** Work instructions **
How many lines in the material below include the word "roads"? Give only the number.

***

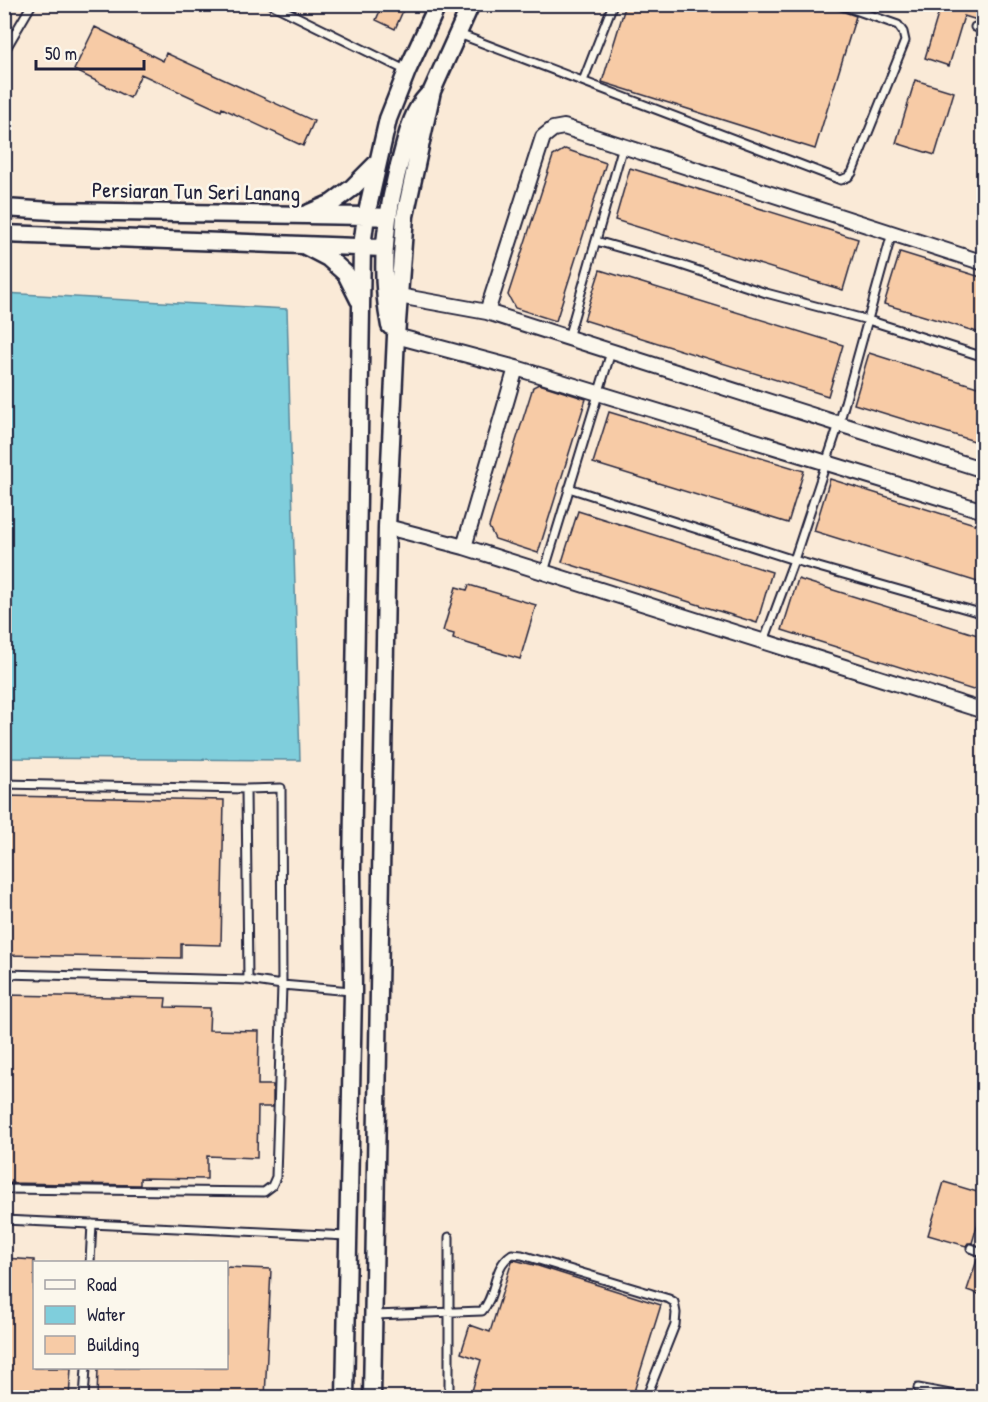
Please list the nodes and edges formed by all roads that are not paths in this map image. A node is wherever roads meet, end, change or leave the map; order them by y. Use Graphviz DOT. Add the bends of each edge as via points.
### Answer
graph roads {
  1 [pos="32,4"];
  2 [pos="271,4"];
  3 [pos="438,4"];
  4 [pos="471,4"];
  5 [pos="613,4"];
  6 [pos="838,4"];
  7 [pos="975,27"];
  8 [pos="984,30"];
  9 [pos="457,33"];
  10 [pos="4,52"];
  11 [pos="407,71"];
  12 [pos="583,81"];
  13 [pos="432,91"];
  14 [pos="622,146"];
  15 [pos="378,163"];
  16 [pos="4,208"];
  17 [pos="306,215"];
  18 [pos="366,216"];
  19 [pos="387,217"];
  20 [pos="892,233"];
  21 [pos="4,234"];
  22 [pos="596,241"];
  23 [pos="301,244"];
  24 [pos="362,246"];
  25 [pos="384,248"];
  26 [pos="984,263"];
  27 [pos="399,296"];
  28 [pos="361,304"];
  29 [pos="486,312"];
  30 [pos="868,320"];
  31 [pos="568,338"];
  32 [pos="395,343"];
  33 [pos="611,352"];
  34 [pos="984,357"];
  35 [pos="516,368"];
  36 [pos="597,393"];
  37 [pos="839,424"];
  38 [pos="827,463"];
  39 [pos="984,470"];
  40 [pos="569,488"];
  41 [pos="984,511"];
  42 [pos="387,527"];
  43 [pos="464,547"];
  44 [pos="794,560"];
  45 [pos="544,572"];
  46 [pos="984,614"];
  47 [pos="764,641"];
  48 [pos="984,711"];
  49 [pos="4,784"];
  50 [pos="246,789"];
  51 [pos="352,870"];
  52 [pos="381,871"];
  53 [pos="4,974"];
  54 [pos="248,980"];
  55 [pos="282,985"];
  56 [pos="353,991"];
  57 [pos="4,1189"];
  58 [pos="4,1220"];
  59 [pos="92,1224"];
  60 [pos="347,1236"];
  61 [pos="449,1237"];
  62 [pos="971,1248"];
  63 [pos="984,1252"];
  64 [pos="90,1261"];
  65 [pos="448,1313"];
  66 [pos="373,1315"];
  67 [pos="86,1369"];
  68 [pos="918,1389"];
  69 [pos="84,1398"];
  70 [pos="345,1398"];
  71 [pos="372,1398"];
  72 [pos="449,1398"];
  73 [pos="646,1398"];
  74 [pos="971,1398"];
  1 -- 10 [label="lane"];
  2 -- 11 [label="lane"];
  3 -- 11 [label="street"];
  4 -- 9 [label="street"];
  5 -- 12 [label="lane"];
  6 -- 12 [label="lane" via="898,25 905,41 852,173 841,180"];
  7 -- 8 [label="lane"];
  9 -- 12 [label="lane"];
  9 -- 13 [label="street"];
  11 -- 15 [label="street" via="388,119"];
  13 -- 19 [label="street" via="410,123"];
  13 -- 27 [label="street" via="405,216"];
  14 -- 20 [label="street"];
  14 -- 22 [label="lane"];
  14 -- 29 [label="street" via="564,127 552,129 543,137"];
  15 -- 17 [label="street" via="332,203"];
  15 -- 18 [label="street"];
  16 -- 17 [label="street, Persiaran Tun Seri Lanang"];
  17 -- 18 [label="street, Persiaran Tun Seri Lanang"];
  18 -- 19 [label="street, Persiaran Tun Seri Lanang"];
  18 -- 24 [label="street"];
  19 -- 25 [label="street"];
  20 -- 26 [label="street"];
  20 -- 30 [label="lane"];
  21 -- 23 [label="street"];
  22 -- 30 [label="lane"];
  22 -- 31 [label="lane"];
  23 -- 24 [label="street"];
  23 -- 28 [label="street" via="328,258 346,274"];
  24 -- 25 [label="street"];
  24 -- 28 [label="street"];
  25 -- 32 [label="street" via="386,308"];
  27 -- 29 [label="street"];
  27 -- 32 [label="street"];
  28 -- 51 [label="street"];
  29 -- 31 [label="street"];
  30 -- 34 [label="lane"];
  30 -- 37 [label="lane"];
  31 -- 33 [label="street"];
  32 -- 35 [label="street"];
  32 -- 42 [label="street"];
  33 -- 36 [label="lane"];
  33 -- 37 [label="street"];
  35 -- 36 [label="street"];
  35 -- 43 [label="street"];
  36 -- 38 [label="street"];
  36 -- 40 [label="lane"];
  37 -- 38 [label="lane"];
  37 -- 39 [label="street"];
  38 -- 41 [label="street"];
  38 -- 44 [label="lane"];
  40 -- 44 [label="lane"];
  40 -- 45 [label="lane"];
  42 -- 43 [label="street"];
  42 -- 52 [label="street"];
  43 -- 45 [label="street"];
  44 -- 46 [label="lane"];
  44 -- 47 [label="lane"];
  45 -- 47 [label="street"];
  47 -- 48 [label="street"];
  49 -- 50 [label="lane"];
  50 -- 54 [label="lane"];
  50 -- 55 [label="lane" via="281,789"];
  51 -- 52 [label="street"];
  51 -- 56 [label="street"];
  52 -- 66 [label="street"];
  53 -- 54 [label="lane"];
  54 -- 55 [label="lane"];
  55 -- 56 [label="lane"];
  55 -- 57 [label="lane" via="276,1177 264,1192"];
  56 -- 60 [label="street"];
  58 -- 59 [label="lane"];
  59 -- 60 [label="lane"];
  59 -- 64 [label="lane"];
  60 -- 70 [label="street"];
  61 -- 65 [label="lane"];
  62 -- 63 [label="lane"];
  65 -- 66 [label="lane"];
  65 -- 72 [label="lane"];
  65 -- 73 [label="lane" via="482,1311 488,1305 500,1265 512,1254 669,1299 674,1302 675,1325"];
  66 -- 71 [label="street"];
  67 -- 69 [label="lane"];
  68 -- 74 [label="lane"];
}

***

** Reply to the exercise **
2